Today's Build: From Code → Game

What We Wrote

  • Tween animations (4×)
  • Particle burst system
  • Bomb mechanics
  • Camera shake
  • Scene management
  • Autoloads

Game Now Has

  • Bouncy spawn effects
  • Juice: splash, popups
  • Particle bursts
  • Bomb detonation
  • Game over state
  • Persistent score
  • Full menu loop

~350 lines of code total (starter + our builds)

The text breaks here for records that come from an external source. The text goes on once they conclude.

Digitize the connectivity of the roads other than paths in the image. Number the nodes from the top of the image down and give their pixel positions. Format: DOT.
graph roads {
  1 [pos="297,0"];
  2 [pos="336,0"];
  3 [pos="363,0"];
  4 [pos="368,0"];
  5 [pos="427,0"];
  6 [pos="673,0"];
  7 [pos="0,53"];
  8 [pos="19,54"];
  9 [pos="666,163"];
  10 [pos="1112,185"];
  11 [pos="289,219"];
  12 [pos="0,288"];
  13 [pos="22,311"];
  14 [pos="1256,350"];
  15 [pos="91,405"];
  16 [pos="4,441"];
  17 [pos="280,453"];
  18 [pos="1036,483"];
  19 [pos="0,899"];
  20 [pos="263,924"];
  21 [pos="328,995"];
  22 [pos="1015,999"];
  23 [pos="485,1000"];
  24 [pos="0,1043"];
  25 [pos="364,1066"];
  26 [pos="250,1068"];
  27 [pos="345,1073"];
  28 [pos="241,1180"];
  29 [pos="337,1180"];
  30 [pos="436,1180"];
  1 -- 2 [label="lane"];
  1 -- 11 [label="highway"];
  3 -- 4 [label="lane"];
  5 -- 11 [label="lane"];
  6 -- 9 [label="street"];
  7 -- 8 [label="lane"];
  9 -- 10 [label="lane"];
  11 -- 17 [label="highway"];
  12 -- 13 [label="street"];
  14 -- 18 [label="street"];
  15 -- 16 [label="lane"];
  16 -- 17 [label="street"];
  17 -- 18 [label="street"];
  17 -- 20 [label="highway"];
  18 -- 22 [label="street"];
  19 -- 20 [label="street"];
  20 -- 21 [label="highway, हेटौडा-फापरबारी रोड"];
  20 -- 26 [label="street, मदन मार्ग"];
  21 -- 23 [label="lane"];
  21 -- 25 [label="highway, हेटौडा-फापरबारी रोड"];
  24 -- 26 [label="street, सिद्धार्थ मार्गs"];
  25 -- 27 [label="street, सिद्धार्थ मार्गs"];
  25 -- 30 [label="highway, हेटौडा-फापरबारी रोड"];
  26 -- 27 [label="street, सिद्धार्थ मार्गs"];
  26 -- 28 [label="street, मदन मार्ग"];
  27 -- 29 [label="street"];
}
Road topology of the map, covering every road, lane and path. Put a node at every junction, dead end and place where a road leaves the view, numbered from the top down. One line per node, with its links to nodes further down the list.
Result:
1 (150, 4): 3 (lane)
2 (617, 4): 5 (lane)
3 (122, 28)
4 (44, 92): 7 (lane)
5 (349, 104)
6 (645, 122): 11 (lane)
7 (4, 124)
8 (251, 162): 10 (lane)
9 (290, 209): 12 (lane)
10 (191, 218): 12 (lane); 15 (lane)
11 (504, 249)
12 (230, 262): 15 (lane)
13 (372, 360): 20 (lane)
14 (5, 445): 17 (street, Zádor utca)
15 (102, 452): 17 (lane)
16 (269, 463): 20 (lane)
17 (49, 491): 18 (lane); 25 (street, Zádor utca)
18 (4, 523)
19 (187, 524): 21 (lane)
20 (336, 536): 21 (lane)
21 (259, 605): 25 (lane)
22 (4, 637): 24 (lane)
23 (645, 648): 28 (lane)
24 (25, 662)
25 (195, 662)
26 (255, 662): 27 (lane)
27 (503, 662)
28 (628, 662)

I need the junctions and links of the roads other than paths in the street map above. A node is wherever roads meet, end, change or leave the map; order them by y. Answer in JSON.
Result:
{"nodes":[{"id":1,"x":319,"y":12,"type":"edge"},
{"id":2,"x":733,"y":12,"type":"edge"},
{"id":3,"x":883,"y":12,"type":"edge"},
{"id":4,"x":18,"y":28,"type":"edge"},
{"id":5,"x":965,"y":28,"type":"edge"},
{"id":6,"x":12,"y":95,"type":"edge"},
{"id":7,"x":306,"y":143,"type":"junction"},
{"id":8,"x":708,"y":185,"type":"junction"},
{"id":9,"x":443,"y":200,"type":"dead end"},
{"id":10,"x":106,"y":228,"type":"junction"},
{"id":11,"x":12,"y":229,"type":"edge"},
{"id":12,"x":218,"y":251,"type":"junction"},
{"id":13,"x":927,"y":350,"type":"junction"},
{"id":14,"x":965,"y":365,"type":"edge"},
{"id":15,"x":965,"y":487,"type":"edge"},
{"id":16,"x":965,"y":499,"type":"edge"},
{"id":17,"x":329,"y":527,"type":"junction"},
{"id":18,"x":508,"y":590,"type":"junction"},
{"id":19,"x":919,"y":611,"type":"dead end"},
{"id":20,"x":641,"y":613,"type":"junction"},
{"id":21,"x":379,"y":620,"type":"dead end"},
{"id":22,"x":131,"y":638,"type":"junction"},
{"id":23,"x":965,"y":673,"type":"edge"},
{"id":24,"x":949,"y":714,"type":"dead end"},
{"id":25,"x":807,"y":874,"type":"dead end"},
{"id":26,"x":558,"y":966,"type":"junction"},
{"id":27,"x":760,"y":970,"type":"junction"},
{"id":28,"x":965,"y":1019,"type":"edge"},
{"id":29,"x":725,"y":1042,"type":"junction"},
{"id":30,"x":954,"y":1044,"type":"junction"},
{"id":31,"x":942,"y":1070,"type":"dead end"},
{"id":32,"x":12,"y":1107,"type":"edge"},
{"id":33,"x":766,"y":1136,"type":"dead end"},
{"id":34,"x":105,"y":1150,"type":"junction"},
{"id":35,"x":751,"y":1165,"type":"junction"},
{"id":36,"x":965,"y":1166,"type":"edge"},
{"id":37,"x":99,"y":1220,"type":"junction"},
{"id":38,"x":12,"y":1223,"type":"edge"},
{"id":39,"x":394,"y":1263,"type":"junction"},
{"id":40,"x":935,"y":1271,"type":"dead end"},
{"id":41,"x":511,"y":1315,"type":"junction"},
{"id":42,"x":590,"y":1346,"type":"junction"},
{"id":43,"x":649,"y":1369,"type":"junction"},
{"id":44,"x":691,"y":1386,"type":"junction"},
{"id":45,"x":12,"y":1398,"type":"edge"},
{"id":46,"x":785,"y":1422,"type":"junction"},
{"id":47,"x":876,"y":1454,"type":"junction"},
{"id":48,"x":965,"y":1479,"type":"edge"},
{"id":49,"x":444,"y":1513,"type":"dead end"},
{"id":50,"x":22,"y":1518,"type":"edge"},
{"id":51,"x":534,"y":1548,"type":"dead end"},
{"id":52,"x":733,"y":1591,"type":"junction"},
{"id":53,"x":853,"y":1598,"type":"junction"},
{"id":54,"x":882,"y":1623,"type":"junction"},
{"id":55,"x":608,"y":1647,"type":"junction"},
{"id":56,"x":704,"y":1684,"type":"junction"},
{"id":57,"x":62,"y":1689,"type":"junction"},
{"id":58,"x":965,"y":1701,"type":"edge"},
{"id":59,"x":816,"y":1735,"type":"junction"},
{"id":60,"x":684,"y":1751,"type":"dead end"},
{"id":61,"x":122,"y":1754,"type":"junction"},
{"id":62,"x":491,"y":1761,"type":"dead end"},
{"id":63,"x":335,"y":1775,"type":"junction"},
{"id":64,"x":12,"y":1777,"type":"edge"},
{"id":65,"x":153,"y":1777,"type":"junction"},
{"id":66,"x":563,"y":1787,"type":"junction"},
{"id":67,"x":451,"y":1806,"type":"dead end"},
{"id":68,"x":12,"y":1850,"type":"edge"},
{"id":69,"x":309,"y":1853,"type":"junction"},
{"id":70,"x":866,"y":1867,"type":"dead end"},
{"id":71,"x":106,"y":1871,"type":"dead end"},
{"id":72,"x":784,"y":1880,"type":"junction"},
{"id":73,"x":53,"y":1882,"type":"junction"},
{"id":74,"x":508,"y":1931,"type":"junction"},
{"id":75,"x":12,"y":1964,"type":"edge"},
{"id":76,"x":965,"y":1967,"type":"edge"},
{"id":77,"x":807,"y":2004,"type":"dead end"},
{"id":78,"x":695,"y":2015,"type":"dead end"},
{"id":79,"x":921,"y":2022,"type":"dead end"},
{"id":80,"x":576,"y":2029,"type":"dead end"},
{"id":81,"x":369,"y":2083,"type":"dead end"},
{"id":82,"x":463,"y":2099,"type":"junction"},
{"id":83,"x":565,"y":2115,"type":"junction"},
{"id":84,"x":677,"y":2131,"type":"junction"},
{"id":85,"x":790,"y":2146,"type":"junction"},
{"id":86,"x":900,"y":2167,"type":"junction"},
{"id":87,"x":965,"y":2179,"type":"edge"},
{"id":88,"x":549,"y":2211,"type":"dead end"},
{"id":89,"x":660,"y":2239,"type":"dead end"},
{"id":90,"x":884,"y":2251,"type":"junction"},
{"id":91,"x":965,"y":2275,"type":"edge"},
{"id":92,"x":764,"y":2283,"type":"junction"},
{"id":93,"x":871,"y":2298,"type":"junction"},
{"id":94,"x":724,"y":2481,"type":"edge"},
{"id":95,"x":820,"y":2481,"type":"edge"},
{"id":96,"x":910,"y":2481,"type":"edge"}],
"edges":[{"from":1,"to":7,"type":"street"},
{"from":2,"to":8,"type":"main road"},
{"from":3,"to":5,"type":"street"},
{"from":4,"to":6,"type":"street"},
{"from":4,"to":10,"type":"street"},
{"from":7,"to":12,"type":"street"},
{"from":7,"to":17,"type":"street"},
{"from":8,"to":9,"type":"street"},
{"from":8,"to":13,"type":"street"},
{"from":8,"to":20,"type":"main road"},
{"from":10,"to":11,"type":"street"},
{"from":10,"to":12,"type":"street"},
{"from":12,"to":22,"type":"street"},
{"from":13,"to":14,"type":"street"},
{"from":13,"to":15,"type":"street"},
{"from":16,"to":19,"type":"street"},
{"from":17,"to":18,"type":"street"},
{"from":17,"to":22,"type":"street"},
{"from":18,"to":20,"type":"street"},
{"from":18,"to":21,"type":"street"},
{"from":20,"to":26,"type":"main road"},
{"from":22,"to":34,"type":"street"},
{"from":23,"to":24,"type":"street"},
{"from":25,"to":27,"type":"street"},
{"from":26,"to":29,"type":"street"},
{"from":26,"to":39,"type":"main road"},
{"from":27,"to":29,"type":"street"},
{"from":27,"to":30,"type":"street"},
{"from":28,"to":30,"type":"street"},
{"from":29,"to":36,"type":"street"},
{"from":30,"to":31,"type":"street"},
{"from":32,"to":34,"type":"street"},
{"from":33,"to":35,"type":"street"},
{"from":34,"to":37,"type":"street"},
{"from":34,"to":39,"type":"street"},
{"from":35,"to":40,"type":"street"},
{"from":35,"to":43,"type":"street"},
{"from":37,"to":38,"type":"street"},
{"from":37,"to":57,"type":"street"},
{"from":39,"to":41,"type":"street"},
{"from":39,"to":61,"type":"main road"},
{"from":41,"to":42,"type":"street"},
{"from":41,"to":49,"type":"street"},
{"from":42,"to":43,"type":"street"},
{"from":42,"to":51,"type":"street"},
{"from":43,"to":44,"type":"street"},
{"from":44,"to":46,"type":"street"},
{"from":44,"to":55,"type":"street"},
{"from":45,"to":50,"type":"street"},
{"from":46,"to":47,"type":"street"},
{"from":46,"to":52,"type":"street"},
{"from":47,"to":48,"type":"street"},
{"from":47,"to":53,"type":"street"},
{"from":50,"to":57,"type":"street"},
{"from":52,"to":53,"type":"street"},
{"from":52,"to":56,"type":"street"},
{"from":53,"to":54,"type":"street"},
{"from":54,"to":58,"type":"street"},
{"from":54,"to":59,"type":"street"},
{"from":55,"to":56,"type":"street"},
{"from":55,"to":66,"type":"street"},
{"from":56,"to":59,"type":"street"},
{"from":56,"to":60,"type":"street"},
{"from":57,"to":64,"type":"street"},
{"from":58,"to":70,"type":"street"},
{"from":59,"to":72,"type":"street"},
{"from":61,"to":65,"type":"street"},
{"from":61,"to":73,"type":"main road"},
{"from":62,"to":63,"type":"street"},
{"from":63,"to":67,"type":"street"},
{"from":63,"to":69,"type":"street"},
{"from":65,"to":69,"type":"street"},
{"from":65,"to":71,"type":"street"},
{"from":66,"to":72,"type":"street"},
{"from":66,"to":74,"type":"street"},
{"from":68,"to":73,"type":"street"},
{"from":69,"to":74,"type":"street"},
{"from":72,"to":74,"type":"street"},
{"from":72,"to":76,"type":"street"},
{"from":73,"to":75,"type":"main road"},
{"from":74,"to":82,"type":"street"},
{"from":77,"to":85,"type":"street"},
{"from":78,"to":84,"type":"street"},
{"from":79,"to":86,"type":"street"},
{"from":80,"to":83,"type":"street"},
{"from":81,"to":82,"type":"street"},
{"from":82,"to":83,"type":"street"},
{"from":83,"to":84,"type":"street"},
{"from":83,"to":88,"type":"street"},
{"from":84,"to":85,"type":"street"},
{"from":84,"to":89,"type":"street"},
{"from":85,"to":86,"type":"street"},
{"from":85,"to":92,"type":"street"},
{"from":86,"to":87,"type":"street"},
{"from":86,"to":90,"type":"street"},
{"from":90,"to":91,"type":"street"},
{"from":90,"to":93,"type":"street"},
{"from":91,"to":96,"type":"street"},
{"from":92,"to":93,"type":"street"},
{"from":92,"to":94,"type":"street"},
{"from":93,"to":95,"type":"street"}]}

Next: Lecture 15 (Activity)

Pair programming challenges

Extend the game with new features:

  • Difficulty scaling (faster fruits over time)
  • Combo counter (bonus points for rapid slices)
  • Multiple lives / mini-bombs
  • Sound volume control
  • High score persistence

You have all the tools — now customize!

Exercises

Try these on your own:

  1. Enhance splash animation: Add rotation to splash sprite during tween
  2. Score combo: Track slices without bomb, reset on bomb. Multiply points by combo.
  3. Visual feedback: Change bomb color 1 second before detonation
  4. Sound polish: Add "warning beep" loop to fuse sound
  5. Difficulty: Spawn fruit faster as score increases

From Empty Screen → Complete Game

Two lectures, three new game mechanics

L13: Slash detection, scoring, match statements

L14: Juice, particles, bombs, full game loop

You now understand game feel, polish, and state management.